The Grim Downstream Reality
Any software developer will tell you you can’t rely on the upstream software you use to do exactly what you want it to. Sometimes you’ll have a patch waiting for weeks or months before it’s implemented – maintainers are insanely busy people, often juggling a full-time job while maintaining the package in their free time.
What can one do if the security practices mentioned above are not implemented? How can a DevSecOps practicing-organization defend itself from having its 3rd-party dependencies compromised? What can you do to ensure your build process remains squeaky clean?
The Path to a Bulletproof Secure Software Supply Chain
When it comes to unknown risks, DevSecOps teams need to think like an attacker and address the attack first. This means that two immediate things need to happen:
- Teams need to detect external malicious code and guard the build processes, to ensure the two main attack surfaces of unknown risks are accounted for.
- Once an attack has been identified, the team needs to mitigate it to avoid spreading malicious code further.
Once these two necessary steps have been completed, we can safely say we have addressed the (now known) risk and have contained it.

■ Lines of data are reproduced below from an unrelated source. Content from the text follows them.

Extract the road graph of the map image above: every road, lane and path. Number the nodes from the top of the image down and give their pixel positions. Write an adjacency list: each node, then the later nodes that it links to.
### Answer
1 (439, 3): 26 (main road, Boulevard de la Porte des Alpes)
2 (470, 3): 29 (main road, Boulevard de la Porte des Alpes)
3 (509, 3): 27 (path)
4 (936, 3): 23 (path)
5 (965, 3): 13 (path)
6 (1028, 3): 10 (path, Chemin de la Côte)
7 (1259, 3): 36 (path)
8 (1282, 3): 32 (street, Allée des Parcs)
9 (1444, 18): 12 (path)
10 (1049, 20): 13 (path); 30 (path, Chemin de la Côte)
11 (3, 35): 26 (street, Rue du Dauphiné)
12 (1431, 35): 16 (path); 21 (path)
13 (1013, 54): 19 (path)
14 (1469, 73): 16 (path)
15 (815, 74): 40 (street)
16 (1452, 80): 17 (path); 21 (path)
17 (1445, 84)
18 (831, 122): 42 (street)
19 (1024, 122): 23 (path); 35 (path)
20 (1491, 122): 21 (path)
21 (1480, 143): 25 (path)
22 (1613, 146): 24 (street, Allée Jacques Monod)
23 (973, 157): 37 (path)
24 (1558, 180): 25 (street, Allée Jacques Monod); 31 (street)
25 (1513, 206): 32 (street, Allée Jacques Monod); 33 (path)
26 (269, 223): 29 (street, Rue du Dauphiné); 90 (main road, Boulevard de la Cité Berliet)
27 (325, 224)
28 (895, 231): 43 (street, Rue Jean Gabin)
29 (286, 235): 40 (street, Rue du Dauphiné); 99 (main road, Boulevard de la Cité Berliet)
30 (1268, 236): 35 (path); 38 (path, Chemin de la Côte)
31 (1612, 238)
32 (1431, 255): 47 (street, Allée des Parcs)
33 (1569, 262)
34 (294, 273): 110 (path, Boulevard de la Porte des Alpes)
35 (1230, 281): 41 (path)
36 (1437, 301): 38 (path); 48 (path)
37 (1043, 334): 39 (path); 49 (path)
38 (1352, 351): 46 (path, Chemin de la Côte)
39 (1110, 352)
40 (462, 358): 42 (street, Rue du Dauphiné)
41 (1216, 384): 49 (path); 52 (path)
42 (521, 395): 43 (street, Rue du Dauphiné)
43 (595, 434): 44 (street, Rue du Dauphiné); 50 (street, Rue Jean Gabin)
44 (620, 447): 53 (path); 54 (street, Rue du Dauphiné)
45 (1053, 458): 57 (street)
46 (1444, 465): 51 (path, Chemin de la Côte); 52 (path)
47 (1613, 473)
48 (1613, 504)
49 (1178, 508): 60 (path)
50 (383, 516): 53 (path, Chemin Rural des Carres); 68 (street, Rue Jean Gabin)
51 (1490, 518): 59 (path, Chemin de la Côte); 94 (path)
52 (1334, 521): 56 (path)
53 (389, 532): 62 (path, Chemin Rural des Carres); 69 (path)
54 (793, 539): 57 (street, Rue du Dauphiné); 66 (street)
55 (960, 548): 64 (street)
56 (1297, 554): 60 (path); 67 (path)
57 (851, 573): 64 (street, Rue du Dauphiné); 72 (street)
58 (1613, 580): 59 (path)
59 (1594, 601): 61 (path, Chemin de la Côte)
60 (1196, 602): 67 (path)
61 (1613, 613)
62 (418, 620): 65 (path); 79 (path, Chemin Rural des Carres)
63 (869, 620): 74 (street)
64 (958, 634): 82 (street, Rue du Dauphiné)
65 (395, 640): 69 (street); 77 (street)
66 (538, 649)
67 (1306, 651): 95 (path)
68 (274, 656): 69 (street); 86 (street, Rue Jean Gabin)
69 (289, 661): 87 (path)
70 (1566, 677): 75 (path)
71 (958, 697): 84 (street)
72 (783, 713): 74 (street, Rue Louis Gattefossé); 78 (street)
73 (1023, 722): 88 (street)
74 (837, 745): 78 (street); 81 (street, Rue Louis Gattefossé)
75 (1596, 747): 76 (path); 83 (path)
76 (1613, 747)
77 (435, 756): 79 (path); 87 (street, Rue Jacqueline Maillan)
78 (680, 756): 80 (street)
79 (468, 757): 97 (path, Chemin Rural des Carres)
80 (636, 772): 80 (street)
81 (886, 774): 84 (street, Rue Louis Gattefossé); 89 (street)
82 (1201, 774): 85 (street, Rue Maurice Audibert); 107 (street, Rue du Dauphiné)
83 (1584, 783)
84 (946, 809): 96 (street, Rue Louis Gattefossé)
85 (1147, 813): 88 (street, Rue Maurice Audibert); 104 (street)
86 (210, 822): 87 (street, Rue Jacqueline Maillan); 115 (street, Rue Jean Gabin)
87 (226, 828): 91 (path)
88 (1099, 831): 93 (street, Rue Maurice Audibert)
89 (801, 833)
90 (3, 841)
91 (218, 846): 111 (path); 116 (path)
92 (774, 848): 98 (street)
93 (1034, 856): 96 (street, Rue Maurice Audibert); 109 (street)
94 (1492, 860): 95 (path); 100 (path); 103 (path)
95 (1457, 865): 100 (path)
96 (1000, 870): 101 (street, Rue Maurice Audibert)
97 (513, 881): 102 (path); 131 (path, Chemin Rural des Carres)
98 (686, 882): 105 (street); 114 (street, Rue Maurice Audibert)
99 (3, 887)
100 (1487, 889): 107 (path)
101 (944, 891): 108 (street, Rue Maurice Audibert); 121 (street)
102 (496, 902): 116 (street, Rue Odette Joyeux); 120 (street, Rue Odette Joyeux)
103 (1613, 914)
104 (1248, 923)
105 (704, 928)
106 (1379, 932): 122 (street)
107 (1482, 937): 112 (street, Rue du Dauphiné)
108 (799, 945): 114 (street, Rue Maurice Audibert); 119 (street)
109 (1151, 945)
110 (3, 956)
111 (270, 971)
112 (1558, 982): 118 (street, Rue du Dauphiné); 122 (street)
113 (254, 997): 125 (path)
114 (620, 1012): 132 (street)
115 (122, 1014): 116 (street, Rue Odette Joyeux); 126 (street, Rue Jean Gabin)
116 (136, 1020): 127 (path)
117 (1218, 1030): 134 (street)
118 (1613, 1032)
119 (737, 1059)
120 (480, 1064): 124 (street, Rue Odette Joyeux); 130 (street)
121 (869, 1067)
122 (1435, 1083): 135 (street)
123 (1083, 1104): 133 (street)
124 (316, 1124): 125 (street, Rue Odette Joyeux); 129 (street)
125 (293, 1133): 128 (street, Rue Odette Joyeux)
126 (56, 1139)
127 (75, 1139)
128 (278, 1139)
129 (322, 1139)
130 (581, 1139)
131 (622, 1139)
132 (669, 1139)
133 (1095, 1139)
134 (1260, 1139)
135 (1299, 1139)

But how can we go about detecting risks that have never been identified, not to mention reported? How can we make sure that the packages we use are really what we expect them to be, especially in cases where the upstream security might be lacking?
Binary-to-Source Analysis: An Approach to Continuous Supply Chain Security
Adding binary-to-source code analysis capabilities to the security stack addresses the risk of unknown vulnerabilities.
This technology enables detecting trojanized packages, malicious code, and CI/CD breaches, in real-time — before they even reach production.
Binary-source validation works by inspecting build artifacts that are created during compilation, and identifying whether the artifacts or the binary outputs have been tampered with or replaced.
Such malicious components are not detectable by analyzing the source code or binaries alone. With Myrror, this binary-to-source analysis process is enhanced by AI to enable such a complex analysis process. By using binary-to-source analysis, practitioners can ensure that the packages (which they receive downstream from the package maintainers) are indeed the same packages they expect to get; even if the upstream team did not maintain their integrity there, we can ensure that they haven’t been tampered with before rolling them out to production.
Summary
To conclude, in this blog post, we’ve covered the two main pillars required to effectively address real threats in the modern software supply chain:
- Identification of code-level attacks (i.e. the detection of malicious packages and compromised build CI/CD pipelines)
- Prioritization of known vulnerabilities
We’ve also explained why DevSecOps practitioners can sometimes miss attacks resulting in 3rd-party package or build process contaminations, and the burden that lies on them due to the sheer number of known vulnerabilities that exist today.
We’ve also explored a set of possible upstream solutions to the problem, explained why they might not be possible to rely on, and presented a new approach – Binary-To-Source Analysis, which allows downstream users of the packages to ensure their integrity.